Task brief: Look through the records and copy every line in which "void" appears.

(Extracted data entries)
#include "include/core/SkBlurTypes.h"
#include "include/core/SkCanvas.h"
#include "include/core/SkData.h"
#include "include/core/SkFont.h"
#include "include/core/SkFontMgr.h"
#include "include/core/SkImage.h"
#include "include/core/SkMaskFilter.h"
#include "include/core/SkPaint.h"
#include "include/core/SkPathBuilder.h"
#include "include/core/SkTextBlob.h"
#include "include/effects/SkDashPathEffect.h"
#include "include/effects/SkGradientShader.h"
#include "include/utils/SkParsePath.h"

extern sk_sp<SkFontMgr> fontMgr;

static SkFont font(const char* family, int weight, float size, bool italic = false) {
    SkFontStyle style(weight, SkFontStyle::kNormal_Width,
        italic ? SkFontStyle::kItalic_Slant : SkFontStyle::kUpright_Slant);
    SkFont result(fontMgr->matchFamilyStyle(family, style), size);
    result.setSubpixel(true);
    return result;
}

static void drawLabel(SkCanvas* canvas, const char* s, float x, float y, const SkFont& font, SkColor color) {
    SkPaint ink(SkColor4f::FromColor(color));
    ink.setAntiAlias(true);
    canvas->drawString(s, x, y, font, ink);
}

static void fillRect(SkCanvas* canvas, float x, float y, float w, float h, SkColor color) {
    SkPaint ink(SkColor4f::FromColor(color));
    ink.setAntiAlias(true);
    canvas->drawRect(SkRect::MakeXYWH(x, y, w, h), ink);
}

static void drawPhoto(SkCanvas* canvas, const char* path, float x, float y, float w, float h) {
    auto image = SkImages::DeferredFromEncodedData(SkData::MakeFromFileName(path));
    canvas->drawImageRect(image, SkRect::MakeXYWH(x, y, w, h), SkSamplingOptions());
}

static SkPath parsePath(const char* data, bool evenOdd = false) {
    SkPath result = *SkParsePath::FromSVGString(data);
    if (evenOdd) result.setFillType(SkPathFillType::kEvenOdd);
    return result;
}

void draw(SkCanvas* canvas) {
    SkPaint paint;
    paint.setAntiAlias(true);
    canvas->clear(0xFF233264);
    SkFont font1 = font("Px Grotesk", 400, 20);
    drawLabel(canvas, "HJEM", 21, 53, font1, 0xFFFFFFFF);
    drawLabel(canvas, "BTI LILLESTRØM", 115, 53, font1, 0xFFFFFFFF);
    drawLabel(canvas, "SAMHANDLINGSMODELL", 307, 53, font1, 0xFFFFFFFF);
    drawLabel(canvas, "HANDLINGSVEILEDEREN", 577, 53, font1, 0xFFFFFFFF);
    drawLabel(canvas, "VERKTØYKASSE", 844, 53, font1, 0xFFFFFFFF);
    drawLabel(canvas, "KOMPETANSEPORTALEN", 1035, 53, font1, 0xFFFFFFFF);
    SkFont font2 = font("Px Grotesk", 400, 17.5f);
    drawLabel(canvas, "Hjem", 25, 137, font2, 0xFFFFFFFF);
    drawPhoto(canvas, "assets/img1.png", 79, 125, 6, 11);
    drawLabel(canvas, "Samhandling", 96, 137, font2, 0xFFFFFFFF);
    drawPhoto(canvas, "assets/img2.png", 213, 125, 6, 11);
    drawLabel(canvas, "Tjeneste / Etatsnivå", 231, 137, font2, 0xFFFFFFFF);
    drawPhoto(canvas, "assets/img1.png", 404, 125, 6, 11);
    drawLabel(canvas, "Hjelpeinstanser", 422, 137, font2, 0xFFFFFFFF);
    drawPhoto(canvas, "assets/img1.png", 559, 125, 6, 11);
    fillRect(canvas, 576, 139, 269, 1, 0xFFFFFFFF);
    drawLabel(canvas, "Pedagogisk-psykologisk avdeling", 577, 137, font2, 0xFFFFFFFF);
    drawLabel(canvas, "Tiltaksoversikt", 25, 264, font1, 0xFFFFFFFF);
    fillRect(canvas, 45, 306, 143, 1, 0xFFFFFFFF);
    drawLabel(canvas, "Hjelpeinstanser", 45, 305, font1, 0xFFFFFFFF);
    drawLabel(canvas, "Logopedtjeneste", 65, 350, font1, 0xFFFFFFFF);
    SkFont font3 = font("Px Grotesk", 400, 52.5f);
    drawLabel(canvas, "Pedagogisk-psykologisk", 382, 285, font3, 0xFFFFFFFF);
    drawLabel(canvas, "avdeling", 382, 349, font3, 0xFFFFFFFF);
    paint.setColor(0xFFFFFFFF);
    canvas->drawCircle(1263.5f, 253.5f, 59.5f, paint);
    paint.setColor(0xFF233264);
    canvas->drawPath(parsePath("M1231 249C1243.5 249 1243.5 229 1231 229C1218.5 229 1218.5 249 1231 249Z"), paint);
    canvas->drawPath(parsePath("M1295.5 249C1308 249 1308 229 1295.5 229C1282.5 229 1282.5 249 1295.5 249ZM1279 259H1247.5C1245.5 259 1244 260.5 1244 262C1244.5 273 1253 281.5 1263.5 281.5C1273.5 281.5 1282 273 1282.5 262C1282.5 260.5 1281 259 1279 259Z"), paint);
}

* * *

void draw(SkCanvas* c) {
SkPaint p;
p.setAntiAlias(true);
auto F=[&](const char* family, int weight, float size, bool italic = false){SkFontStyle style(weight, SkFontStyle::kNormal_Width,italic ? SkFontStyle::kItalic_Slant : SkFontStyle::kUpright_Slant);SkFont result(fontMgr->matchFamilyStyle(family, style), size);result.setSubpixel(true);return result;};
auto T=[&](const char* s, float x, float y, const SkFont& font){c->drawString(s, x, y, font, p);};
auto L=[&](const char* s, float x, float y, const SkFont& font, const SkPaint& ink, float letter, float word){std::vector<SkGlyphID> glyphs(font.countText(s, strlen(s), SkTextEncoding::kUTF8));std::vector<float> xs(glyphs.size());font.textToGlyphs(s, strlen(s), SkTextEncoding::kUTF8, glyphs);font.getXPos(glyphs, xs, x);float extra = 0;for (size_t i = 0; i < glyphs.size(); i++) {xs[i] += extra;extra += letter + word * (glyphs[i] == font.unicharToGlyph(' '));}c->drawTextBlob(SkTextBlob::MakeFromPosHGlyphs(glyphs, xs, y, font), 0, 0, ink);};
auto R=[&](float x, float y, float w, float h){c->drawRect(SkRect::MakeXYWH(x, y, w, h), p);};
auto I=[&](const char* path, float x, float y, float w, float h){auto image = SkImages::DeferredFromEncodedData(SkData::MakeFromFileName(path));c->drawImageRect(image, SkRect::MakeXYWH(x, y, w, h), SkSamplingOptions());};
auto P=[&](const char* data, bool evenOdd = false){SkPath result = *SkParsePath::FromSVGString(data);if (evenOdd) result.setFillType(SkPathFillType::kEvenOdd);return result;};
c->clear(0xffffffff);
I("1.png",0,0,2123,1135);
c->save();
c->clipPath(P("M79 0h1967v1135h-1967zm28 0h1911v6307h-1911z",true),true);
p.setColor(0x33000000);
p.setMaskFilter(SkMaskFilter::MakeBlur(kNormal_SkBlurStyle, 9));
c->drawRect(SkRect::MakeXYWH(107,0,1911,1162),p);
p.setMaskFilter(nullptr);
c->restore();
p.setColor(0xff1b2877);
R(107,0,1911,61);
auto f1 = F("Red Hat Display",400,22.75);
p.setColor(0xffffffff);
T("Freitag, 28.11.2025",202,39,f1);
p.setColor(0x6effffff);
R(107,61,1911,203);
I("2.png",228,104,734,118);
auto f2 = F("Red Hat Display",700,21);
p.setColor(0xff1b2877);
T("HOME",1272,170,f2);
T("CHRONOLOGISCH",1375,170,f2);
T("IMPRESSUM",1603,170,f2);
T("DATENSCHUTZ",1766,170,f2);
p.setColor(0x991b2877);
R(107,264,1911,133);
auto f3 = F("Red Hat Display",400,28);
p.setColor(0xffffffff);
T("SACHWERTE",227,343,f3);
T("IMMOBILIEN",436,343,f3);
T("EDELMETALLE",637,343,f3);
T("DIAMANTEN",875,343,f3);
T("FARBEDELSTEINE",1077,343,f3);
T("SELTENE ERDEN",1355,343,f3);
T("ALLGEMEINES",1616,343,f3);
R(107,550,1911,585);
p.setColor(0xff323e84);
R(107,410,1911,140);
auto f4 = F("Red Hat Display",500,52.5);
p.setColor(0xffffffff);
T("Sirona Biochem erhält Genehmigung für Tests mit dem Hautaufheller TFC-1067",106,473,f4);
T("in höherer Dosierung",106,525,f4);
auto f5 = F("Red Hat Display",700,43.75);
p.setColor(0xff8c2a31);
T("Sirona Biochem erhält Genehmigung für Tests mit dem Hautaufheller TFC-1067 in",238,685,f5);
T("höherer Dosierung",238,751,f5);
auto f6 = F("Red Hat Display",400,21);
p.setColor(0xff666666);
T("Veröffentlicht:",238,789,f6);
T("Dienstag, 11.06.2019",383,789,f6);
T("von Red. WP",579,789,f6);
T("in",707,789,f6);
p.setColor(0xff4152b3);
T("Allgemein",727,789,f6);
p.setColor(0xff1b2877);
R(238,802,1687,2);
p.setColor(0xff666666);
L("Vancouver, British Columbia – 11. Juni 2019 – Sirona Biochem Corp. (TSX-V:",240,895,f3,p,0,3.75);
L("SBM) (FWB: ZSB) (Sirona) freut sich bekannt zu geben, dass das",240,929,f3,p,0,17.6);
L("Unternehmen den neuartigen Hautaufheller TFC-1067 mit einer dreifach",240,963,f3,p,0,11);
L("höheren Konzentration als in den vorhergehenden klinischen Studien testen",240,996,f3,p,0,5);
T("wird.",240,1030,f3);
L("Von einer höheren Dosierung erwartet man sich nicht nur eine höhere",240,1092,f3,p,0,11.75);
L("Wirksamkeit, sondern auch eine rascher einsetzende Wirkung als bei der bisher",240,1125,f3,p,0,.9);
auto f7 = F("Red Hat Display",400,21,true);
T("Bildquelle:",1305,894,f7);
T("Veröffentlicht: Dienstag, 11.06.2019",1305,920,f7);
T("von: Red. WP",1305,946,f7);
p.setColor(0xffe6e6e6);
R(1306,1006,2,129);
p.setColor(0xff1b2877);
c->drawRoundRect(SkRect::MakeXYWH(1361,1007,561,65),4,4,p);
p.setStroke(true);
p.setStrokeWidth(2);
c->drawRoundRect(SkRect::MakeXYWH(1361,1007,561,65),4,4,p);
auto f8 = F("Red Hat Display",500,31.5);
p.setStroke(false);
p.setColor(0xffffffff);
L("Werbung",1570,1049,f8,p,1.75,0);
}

Solution:
static void drawLabel(SkCanvas* canvas, const char* s, float x, float y, const SkFont& font, SkColor color) {
static void fillRect(SkCanvas* canvas, float x, float y, float w, float h, SkColor color) {
static void drawPhoto(SkCanvas* canvas, const char* path, float x, float y, float w, float h) {
void draw(SkCanvas* canvas) {
void draw(SkCanvas* c) {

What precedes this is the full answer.